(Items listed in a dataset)
::::::

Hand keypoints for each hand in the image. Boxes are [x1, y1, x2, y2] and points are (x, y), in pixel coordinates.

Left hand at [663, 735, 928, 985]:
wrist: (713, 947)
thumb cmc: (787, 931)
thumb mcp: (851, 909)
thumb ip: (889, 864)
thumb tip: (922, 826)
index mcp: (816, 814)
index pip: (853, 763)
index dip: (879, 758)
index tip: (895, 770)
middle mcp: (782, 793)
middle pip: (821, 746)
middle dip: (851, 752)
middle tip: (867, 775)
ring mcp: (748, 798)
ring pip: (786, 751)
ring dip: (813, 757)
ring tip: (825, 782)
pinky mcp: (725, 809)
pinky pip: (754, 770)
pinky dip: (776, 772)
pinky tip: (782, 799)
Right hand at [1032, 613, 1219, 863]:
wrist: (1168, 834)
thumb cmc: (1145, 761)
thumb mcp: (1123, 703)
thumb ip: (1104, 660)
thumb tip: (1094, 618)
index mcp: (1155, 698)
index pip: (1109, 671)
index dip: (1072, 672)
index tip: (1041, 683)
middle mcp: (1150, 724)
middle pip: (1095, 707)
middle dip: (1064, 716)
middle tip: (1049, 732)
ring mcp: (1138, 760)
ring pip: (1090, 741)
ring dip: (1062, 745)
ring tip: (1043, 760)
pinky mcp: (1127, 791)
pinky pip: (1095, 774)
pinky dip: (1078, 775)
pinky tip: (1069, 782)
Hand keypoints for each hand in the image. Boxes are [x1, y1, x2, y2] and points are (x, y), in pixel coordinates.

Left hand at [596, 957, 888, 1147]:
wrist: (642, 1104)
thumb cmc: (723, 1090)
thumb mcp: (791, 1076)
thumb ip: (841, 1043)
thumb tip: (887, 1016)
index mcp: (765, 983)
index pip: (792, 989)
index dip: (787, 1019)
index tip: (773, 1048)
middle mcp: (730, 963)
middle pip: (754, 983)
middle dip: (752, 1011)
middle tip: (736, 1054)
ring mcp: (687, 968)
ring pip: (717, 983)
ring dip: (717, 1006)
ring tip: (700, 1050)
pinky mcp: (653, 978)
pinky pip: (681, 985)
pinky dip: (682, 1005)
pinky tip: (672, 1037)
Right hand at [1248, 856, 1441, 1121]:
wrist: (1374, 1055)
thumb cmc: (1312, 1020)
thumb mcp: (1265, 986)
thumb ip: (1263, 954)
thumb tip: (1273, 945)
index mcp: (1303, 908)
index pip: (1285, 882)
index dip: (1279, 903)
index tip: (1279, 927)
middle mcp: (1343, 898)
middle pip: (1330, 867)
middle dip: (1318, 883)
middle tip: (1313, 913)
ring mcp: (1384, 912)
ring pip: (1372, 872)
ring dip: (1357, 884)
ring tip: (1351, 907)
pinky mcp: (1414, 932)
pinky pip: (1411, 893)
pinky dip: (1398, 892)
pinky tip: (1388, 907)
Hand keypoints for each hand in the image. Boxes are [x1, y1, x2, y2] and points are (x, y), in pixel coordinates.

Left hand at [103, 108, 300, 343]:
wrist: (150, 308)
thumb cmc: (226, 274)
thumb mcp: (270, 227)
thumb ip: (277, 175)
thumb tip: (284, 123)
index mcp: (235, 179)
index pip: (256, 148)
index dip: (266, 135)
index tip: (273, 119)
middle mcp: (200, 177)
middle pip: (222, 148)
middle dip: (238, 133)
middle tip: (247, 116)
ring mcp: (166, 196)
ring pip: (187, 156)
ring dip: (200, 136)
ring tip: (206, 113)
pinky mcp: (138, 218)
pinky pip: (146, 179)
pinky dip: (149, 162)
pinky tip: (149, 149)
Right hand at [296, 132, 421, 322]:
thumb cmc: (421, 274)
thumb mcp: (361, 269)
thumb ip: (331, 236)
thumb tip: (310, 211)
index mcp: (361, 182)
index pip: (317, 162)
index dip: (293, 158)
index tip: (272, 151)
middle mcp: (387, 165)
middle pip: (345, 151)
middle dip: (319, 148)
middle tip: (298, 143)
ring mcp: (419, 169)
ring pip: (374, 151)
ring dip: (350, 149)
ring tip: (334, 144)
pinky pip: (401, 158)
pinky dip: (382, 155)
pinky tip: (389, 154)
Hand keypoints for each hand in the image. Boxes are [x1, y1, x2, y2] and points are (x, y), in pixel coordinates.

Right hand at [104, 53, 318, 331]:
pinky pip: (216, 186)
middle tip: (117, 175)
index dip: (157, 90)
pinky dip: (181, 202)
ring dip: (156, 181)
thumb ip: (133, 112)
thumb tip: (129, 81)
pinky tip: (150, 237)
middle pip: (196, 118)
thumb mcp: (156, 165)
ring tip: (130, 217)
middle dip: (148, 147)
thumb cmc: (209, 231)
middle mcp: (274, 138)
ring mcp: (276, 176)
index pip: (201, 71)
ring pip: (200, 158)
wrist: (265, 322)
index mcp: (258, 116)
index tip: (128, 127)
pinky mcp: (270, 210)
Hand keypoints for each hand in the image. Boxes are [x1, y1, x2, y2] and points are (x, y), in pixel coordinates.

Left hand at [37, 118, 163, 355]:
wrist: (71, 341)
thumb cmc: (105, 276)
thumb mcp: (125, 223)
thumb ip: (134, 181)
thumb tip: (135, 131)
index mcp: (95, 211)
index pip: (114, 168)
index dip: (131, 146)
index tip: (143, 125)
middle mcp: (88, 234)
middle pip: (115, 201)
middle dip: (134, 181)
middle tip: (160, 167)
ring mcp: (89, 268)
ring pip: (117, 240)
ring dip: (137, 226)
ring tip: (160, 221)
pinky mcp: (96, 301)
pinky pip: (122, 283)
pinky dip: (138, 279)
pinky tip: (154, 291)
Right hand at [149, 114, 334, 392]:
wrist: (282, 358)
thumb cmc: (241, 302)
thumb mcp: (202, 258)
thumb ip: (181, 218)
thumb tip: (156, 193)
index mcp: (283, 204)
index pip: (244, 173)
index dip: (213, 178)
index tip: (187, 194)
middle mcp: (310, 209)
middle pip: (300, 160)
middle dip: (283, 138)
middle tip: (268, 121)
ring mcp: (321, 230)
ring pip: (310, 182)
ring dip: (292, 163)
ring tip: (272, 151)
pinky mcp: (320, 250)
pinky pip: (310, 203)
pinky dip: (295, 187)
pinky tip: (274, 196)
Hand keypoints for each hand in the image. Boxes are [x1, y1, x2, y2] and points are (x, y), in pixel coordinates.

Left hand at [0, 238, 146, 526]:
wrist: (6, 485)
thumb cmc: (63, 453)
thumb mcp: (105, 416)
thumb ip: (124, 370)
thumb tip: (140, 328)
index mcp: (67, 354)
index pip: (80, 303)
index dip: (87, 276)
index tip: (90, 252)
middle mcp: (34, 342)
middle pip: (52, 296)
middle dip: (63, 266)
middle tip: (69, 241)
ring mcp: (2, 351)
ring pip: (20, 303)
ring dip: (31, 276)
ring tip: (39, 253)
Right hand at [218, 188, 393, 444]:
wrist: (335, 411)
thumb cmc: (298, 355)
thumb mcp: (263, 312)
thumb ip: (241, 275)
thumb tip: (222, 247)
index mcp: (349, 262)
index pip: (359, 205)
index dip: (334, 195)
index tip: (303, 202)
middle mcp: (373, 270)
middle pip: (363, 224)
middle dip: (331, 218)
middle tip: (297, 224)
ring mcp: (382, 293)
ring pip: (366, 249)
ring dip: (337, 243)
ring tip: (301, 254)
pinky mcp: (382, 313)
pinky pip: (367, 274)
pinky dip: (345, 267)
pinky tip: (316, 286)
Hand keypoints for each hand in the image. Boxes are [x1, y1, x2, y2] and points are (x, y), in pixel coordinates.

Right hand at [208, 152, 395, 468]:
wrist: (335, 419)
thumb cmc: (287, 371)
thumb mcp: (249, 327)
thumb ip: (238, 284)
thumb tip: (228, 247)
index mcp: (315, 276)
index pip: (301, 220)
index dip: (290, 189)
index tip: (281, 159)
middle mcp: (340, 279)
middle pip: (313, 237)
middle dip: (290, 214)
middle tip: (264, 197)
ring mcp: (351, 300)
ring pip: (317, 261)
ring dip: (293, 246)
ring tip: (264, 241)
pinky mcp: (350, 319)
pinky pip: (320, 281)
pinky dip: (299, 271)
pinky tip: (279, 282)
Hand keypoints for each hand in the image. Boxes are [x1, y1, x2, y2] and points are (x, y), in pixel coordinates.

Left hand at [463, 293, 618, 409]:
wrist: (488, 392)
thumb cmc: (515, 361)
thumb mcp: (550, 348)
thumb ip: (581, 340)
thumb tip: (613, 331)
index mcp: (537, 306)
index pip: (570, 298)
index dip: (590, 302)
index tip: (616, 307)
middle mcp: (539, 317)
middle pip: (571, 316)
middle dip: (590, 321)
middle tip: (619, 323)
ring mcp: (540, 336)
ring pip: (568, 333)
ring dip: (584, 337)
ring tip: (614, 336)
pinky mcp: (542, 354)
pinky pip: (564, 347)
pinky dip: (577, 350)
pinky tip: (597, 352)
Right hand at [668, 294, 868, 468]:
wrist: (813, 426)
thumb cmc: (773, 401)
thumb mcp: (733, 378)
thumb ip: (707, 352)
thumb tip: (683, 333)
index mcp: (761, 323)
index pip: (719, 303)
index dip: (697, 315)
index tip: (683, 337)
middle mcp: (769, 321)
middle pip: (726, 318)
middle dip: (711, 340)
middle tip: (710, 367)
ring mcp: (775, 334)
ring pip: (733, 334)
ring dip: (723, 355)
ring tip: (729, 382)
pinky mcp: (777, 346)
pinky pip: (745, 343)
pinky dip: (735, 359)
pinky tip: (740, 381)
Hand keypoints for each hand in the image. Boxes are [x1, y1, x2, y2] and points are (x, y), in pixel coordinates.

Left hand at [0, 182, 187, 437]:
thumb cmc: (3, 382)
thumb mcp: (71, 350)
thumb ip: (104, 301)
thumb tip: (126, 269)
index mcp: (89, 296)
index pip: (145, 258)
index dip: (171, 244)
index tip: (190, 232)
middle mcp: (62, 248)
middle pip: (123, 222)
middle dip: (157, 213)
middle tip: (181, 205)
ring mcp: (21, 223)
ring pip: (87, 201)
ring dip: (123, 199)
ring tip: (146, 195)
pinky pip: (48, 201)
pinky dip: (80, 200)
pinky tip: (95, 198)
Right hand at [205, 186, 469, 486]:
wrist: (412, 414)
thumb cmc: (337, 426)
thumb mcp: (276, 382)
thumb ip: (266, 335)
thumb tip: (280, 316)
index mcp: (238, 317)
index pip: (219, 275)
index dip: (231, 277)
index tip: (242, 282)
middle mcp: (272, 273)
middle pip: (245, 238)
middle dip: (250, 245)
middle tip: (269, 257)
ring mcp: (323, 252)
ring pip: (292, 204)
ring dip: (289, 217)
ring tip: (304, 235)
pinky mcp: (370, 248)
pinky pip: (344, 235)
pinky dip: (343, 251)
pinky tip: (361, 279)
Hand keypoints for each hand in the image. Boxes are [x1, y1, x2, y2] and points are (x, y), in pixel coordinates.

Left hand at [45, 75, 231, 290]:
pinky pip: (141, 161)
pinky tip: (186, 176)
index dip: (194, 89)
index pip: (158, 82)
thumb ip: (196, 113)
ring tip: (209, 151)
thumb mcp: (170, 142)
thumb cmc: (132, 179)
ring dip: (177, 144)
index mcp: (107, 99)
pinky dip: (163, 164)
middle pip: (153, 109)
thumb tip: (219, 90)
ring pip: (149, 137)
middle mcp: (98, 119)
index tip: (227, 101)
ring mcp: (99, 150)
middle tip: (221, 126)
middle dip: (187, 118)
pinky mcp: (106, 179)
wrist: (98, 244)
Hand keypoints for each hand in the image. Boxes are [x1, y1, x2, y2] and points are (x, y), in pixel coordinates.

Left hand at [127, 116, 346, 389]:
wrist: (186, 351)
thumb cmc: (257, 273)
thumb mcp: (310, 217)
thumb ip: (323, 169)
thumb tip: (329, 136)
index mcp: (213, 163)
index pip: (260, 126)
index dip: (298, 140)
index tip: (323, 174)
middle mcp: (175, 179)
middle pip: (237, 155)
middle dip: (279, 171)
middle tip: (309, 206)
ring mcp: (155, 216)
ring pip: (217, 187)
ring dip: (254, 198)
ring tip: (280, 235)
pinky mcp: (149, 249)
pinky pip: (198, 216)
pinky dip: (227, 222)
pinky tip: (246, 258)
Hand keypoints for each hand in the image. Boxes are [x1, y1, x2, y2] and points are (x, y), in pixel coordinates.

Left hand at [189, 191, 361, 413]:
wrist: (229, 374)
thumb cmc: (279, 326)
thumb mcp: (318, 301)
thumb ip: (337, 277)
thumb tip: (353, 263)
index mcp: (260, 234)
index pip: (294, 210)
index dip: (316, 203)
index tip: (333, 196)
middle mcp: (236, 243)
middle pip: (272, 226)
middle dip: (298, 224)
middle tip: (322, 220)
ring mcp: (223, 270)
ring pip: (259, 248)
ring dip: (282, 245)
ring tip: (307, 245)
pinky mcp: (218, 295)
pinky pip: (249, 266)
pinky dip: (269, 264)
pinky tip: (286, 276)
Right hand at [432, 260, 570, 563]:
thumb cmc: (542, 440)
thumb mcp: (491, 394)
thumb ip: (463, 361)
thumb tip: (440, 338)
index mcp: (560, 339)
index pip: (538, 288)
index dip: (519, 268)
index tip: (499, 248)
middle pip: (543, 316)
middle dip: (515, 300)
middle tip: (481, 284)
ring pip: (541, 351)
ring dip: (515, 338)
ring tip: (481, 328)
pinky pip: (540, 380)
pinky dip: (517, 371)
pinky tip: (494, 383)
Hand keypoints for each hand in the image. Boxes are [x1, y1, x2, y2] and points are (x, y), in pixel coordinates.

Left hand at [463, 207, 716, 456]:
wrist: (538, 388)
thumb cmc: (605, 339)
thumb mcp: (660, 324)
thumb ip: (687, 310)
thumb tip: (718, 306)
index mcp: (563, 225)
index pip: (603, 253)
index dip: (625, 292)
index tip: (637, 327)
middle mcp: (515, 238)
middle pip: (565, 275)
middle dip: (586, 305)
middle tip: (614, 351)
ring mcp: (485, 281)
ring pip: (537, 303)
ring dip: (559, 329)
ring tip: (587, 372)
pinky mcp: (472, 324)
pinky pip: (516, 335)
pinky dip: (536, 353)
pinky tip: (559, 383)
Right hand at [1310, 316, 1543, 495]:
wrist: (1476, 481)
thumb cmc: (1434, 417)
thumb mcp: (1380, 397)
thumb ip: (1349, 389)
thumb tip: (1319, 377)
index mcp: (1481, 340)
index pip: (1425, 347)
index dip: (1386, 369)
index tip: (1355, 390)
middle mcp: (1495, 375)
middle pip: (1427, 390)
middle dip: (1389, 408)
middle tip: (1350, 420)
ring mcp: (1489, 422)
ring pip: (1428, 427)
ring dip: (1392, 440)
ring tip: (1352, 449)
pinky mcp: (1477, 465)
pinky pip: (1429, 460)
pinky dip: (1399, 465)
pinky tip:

::::::

Pull every line with "Right" from the records.

▶ [RESULT]:
Right hand at [1032, 613, 1219, 863]:
Right hand at [1248, 856, 1441, 1121]:
Right hand at [296, 132, 421, 322]:
Right hand at [104, 53, 318, 331]:
Right hand at [149, 114, 334, 392]:
Right hand at [218, 188, 393, 444]:
Right hand at [208, 152, 395, 468]:
Right hand at [668, 294, 868, 468]:
Right hand at [205, 186, 469, 486]:
Right hand at [432, 260, 570, 563]:
Right hand at [1310, 316, 1543, 495]:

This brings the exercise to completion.